Go through the entries below and tally each line holding the string "every". Return the number only.

───── Provided data ─────

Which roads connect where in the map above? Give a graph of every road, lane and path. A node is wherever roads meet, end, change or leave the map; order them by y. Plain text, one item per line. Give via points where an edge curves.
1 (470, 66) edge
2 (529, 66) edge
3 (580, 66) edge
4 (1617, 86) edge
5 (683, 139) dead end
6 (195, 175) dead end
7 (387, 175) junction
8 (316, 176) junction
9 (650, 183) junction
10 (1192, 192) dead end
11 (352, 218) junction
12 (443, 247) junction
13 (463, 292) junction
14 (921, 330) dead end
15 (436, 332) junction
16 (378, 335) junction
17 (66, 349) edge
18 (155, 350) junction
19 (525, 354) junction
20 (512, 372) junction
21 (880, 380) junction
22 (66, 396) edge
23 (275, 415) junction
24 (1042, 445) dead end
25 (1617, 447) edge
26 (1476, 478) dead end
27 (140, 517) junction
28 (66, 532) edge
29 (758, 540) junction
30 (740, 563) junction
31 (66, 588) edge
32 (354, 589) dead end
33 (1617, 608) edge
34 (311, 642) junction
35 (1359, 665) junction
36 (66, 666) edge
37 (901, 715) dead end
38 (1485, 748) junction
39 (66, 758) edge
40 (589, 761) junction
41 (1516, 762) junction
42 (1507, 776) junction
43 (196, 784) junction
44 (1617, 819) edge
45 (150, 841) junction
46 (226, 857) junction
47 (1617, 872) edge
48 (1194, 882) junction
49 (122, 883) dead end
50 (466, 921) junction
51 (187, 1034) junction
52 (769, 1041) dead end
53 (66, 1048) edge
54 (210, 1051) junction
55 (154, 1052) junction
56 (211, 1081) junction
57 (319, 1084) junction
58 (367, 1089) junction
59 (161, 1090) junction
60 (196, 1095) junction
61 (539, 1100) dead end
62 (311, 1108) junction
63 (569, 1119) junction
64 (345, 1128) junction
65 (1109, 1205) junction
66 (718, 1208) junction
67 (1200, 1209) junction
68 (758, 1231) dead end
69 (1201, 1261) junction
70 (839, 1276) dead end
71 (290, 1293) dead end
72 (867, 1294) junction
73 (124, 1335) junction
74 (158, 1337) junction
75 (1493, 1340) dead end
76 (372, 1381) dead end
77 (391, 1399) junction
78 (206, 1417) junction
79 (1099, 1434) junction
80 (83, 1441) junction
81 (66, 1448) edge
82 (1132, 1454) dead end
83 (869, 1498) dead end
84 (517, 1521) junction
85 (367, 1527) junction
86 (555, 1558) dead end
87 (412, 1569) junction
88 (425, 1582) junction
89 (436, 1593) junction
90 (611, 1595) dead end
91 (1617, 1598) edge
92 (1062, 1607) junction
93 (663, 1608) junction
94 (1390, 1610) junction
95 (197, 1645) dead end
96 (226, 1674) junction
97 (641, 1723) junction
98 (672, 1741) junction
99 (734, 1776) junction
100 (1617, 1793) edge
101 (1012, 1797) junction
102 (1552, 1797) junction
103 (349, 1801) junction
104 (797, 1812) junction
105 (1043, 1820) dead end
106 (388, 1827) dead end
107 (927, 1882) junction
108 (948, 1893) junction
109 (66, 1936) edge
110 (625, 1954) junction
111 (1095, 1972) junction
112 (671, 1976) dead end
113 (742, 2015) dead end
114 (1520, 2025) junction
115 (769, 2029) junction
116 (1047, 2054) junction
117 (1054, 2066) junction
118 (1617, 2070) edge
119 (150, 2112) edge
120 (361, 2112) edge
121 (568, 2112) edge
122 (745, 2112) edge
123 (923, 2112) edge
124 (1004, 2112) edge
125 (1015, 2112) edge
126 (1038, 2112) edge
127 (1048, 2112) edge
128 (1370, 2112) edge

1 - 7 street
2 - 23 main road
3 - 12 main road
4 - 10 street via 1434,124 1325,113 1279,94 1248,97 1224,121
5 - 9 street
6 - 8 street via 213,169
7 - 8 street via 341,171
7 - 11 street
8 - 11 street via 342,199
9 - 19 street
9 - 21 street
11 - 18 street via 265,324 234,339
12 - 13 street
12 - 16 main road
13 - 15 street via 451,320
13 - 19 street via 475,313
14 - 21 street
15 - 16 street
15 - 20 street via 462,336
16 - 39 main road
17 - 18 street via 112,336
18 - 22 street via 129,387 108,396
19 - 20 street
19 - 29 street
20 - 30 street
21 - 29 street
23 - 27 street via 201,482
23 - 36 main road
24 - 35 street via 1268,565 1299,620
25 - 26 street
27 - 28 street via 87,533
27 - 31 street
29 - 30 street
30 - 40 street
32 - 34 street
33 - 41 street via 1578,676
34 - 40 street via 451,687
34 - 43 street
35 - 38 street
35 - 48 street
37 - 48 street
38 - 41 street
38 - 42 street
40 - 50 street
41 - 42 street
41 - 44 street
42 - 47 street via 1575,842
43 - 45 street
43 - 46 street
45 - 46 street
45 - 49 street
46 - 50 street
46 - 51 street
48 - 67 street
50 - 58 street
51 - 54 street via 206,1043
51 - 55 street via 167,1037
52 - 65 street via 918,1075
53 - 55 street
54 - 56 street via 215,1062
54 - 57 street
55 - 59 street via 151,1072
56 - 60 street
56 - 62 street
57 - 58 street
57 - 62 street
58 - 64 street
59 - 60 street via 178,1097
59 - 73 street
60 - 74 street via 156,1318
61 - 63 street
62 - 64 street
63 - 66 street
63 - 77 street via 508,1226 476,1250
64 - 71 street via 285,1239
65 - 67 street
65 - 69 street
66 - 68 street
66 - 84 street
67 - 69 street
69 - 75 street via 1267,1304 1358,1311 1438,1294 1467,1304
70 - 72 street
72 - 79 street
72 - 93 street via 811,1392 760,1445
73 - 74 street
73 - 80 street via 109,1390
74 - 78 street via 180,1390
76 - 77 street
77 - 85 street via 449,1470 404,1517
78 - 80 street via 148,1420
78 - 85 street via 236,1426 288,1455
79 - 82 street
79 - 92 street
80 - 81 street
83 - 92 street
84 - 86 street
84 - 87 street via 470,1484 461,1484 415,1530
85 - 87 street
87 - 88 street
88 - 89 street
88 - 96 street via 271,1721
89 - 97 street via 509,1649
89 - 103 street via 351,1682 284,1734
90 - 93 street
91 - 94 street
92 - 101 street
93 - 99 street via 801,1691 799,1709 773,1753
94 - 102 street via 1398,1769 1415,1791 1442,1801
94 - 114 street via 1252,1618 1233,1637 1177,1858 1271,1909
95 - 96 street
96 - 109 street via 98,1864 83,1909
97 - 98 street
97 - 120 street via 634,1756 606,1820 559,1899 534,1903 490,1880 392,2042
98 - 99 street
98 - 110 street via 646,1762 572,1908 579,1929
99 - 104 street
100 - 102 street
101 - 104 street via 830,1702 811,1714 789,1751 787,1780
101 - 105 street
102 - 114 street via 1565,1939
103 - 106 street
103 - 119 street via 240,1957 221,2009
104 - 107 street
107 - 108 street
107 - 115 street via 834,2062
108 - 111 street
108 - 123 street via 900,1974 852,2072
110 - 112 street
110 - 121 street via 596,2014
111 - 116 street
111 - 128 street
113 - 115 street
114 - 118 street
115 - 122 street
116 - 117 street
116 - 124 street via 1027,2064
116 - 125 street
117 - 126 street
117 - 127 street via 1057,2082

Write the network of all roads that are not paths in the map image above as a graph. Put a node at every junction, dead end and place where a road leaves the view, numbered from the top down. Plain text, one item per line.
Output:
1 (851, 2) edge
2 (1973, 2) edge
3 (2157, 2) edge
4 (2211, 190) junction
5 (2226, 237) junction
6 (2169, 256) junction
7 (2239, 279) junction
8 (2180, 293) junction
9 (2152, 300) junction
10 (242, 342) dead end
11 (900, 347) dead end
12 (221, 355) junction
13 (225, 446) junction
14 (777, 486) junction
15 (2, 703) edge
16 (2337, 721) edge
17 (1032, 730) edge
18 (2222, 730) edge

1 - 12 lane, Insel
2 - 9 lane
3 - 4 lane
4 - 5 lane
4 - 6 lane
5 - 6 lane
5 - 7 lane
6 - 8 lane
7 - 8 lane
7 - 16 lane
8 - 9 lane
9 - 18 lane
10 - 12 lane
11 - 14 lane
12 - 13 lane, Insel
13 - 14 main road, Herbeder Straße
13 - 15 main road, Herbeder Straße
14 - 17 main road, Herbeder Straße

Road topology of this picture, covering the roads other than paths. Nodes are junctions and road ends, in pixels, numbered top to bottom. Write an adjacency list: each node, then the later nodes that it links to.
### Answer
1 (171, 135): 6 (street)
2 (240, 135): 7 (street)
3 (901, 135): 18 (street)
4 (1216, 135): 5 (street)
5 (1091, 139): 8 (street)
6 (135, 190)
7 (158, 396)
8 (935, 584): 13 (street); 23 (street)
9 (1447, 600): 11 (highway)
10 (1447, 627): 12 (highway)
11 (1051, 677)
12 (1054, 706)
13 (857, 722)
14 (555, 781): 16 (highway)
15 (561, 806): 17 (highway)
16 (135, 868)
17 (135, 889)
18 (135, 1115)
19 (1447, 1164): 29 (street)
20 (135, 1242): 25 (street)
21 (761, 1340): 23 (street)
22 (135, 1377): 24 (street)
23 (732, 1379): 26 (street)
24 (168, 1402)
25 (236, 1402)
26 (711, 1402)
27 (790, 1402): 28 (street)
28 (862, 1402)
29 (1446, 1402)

─────

» **Answer for this exercise**
2